With the exception of the pictures, write out the data below precisely.

··· INFORMATION SUPPLIED

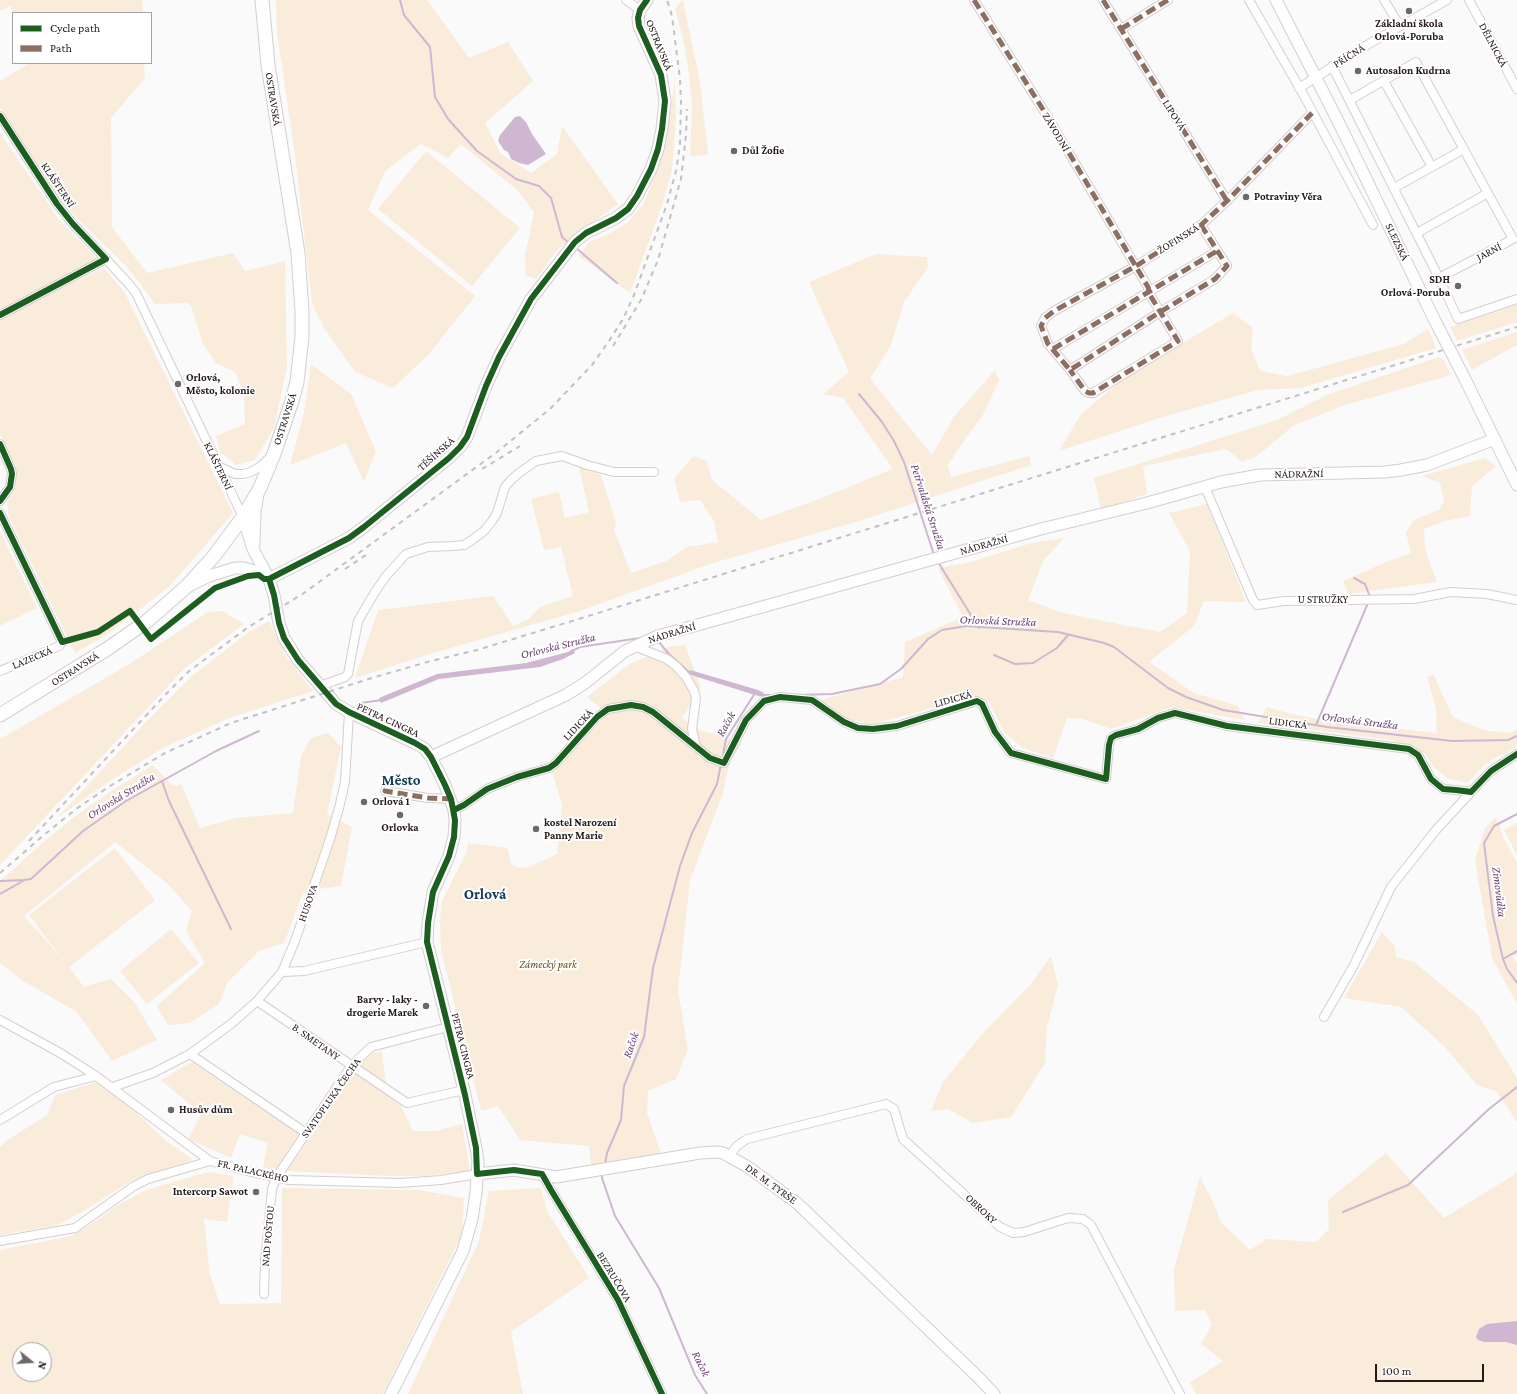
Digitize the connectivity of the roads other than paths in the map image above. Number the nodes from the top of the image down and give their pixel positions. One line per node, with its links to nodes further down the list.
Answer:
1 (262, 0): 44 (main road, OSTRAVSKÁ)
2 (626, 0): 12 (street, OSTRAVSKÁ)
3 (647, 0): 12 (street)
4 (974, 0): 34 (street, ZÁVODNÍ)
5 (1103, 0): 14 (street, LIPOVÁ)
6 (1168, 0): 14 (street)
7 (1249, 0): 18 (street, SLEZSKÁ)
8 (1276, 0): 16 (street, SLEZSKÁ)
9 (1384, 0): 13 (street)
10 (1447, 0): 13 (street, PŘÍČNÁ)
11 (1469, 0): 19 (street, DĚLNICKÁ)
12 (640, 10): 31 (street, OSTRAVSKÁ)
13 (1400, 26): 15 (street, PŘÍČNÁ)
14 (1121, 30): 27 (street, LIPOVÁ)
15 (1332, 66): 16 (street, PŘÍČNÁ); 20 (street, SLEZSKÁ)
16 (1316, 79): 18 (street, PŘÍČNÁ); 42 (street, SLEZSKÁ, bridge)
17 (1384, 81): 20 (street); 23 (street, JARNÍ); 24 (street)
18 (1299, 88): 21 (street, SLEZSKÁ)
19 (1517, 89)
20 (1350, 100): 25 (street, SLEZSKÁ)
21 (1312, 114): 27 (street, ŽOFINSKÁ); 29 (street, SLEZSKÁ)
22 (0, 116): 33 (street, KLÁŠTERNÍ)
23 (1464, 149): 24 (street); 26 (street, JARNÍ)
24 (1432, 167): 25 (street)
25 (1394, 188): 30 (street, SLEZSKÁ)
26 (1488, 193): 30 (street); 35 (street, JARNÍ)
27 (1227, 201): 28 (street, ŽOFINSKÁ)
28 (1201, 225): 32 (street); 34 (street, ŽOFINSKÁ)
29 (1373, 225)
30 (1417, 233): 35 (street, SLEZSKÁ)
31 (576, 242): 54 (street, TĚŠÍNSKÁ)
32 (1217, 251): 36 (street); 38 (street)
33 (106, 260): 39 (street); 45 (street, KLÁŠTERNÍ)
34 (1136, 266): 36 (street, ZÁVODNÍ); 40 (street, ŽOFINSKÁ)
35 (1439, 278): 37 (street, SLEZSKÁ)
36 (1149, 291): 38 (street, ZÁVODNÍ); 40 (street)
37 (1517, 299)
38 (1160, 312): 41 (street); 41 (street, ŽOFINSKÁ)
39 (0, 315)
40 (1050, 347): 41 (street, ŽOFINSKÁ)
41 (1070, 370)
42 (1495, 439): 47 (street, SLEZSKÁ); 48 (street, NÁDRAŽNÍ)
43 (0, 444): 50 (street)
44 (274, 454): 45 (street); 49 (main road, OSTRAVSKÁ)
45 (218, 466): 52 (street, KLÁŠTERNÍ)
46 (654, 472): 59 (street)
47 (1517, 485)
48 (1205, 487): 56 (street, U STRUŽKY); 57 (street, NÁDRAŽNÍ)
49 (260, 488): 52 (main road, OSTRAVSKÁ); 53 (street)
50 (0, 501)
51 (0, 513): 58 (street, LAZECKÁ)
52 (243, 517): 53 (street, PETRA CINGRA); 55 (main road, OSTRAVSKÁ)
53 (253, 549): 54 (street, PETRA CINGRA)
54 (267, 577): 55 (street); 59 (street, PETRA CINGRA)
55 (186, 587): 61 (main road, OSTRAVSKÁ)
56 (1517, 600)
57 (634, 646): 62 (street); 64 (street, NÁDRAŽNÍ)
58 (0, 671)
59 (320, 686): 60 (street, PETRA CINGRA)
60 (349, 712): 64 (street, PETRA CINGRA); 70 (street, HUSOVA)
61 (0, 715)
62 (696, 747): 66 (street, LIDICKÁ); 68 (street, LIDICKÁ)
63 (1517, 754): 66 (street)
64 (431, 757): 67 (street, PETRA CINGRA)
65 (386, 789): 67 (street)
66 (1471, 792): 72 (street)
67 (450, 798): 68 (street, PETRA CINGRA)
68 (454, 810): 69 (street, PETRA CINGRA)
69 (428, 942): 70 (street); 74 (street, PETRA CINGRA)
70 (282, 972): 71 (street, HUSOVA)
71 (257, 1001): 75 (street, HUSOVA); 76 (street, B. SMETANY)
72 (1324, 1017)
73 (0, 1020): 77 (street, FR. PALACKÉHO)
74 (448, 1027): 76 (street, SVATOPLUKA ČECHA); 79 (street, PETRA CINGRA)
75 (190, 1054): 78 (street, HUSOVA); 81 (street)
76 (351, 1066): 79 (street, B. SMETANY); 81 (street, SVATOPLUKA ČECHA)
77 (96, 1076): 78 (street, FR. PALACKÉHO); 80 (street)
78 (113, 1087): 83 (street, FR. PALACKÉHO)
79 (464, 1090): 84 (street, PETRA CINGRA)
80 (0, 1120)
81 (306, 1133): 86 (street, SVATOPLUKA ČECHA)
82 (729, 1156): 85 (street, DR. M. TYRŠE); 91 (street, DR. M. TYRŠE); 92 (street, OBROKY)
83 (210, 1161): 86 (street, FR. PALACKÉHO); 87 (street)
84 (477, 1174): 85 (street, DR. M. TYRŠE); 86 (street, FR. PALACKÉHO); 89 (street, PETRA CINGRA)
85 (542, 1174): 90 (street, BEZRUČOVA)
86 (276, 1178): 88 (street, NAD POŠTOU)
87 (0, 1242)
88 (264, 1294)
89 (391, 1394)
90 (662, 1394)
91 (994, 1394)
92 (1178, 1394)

······

OUTPUT OF THE EXERCISE.
Digitize the connectivity of the roads other than paths in the map image above. Number the nodes from the top of the image down and give their pixel positions. One line per node, with its links to nodes further down the list.
Answer:
1 (262, 0): 44 (main road, OSTRAVSKÁ)
2 (626, 0): 12 (street, OSTRAVSKÁ)
3 (647, 0): 12 (street)
4 (974, 0): 34 (street, ZÁVODNÍ)
5 (1103, 0): 14 (street, LIPOVÁ)
6 (1168, 0): 14 (street)
7 (1249, 0): 18 (street, SLEZSKÁ)
8 (1276, 0): 16 (street, SLEZSKÁ)
9 (1384, 0): 13 (street)
10 (1447, 0): 13 (street, PŘÍČNÁ)
11 (1469, 0): 19 (street, DĚLNICKÁ)
12 (640, 10): 31 (street, OSTRAVSKÁ)
13 (1400, 26): 15 (street, PŘÍČNÁ)
14 (1121, 30): 27 (street, LIPOVÁ)
15 (1332, 66): 16 (street, PŘÍČNÁ); 20 (street, SLEZSKÁ)
16 (1316, 79): 18 (street, PŘÍČNÁ); 42 (street, SLEZSKÁ, bridge)
17 (1384, 81): 20 (street); 23 (street, JARNÍ); 24 (street)
18 (1299, 88): 21 (street, SLEZSKÁ)
19 (1517, 89)
20 (1350, 100): 25 (street, SLEZSKÁ)
21 (1312, 114): 27 (street, ŽOFINSKÁ); 29 (street, SLEZSKÁ)
22 (0, 116): 33 (street, KLÁŠTERNÍ)
23 (1464, 149): 24 (street); 26 (street, JARNÍ)
24 (1432, 167): 25 (street)
25 (1394, 188): 30 (street, SLEZSKÁ)
26 (1488, 193): 30 (street); 35 (street, JARNÍ)
27 (1227, 201): 28 (street, ŽOFINSKÁ)
28 (1201, 225): 32 (street); 34 (street, ŽOFINSKÁ)
29 (1373, 225)
30 (1417, 233): 35 (street, SLEZSKÁ)
31 (576, 242): 54 (street, TĚŠÍNSKÁ)
32 (1217, 251): 36 (street); 38 (street)
33 (106, 260): 39 (street); 45 (street, KLÁŠTERNÍ)
34 (1136, 266): 36 (street, ZÁVODNÍ); 40 (street, ŽOFINSKÁ)
35 (1439, 278): 37 (street, SLEZSKÁ)
36 (1149, 291): 38 (street, ZÁVODNÍ); 40 (street)
37 (1517, 299)
38 (1160, 312): 41 (street); 41 (street, ŽOFINSKÁ)
39 (0, 315)
40 (1050, 347): 41 (street, ŽOFINSKÁ)
41 (1070, 370)
42 (1495, 439): 47 (street, SLEZSKÁ); 48 (street, NÁDRAŽNÍ)
43 (0, 444): 50 (street)
44 (274, 454): 45 (street); 49 (main road, OSTRAVSKÁ)
45 (218, 466): 52 (street, KLÁŠTERNÍ)
46 (654, 472): 59 (street)
47 (1517, 485)
48 (1205, 487): 56 (street, U STRUŽKY); 57 (street, NÁDRAŽNÍ)
49 (260, 488): 52 (main road, OSTRAVSKÁ); 53 (street)
50 (0, 501)
51 (0, 513): 58 (street, LAZECKÁ)
52 (243, 517): 53 (street, PETRA CINGRA); 55 (main road, OSTRAVSKÁ)
53 (253, 549): 54 (street, PETRA CINGRA)
54 (267, 577): 55 (street); 59 (street, PETRA CINGRA)
55 (186, 587): 61 (main road, OSTRAVSKÁ)
56 (1517, 600)
57 (634, 646): 62 (street); 64 (street, NÁDRAŽNÍ)
58 (0, 671)
59 (320, 686): 60 (street, PETRA CINGRA)
60 (349, 712): 64 (street, PETRA CINGRA); 70 (street, HUSOVA)
61 (0, 715)
62 (696, 747): 66 (street, LIDICKÁ); 68 (street, LIDICKÁ)
63 (1517, 754): 66 (street)
64 (431, 757): 67 (street, PETRA CINGRA)
65 (386, 789): 67 (street)
66 (1471, 792): 72 (street)
67 (450, 798): 68 (street, PETRA CINGRA)
68 (454, 810): 69 (street, PETRA CINGRA)
69 (428, 942): 70 (street); 74 (street, PETRA CINGRA)
70 (282, 972): 71 (street, HUSOVA)
71 (257, 1001): 75 (street, HUSOVA); 76 (street, B. SMETANY)
72 (1324, 1017)
73 (0, 1020): 77 (street, FR. PALACKÉHO)
74 (448, 1027): 76 (street, SVATOPLUKA ČECHA); 79 (street, PETRA CINGRA)
75 (190, 1054): 78 (street, HUSOVA); 81 (street)
76 (351, 1066): 79 (street, B. SMETANY); 81 (street, SVATOPLUKA ČECHA)
77 (96, 1076): 78 (street, FR. PALACKÉHO); 80 (street)
78 (113, 1087): 83 (street, FR. PALACKÉHO)
79 (464, 1090): 84 (street, PETRA CINGRA)
80 (0, 1120)
81 (306, 1133): 86 (street, SVATOPLUKA ČECHA)
82 (729, 1156): 85 (street, DR. M. TYRŠE); 91 (street, DR. M. TYRŠE); 92 (street, OBROKY)
83 (210, 1161): 86 (street, FR. PALACKÉHO); 87 (street)
84 (477, 1174): 85 (street, DR. M. TYRŠE); 86 (street, FR. PALACKÉHO); 89 (street, PETRA CINGRA)
85 (542, 1174): 90 (street, BEZRUČOVA)
86 (276, 1178): 88 (street, NAD POŠTOU)
87 (0, 1242)
88 (264, 1294)
89 (391, 1394)
90 (662, 1394)
91 (994, 1394)
92 (1178, 1394)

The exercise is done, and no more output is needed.